Monday, 16 March 2015
Rulebook Design – Batman Miniatures Game
After months of waiting, my pre-ordered copy of the Batman rulebook finally landed last week. I haven't had a lot of time to go through it but thought I would do a quick post with first thoughts, with my designer head on.
It is a solid, hardback book, slightly smaller than A4 with 170+ pages and makes quite an initial impression. The front cover is very glossy and is embossed in a rather odd fashion – rather than embossing the whole of batman or the logo, they've embossed keylines across his cape.
The back cover has a matt finish except for the photo of miniatures which has the same glossy varnish and odd keyline embossing as the front cover.
Inside the pages switch between a two-column and three column grid. This appears to happen in a random way on a page by page basis.
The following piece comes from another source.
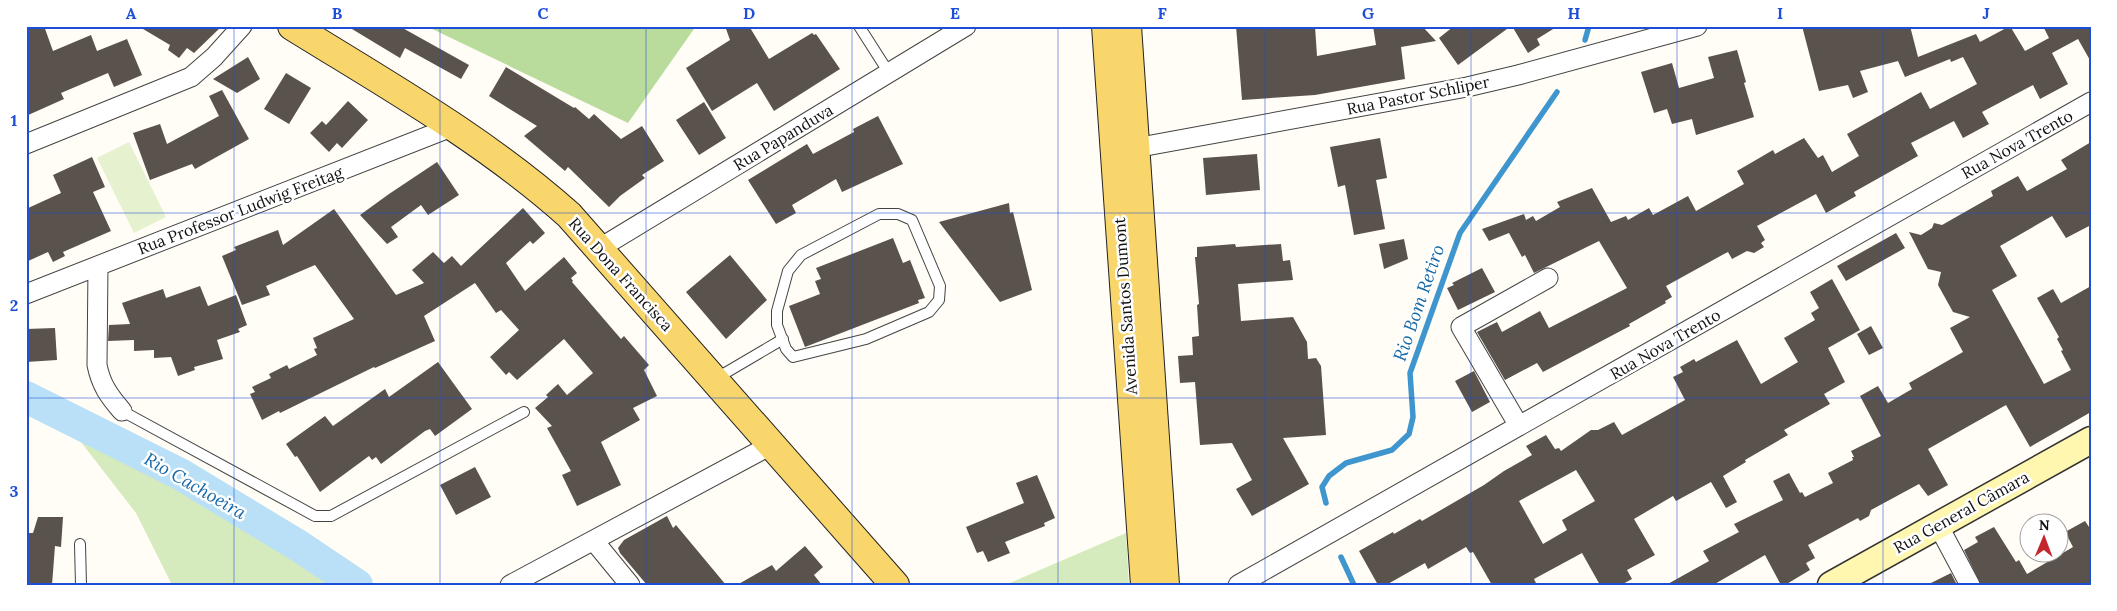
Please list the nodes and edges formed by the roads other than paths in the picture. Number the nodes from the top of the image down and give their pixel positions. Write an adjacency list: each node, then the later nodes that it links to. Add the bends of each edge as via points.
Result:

The book is chock-full of photos and artwork – they have definitely tried to get as much in there as possible, which makes for a very visually interesting book.
The first draft set of rules that was available for free online was plagued by overuse of imagery with text laid on top, rendering it illegible to most people. It was a real chore to read. Thankfully this book is a vast improvement, however, there is the odd occasion where the designer has gone for style over function. The page above show the double-page spread dealing with the rules about executing the plan. It's been made to look like a newspaper for some reason and as a consequence I flipped passed it thinking it was a filler piece. Only later did I realise that there was some important information to be found here. Style over function.
Other pages in the book has the designer flexing his creative muscles again, flowing text in and around images so that they conform to specific shapes. Again, this looks great but isn't the easiest thing to read. In the example above it doesn't really matter as it's background text from the back of the book, but you wouldn't want to be doing this with key information.
The guys at Knight Models have gone to town with their models and terrain, showcasing just what is possible. It features some of the best skirmish terrain I've seen in a very long time and a comprehensive collection of the miniatures available for the game at this time.
I haven't read the rules themselves in any depth, so I can't comment on how far things have moved on from the draft rules. The rulebook does let slip some of the upcoming gangs that will appear in the game – including the Court of Owls… awesome!
I have to say that I rather like this book. It's very garish at times from a design perspective and in your face, a pseudo comic book almost – Kris Marquardt will hate it – but it's well worth a read or adding it to your rulebook collection.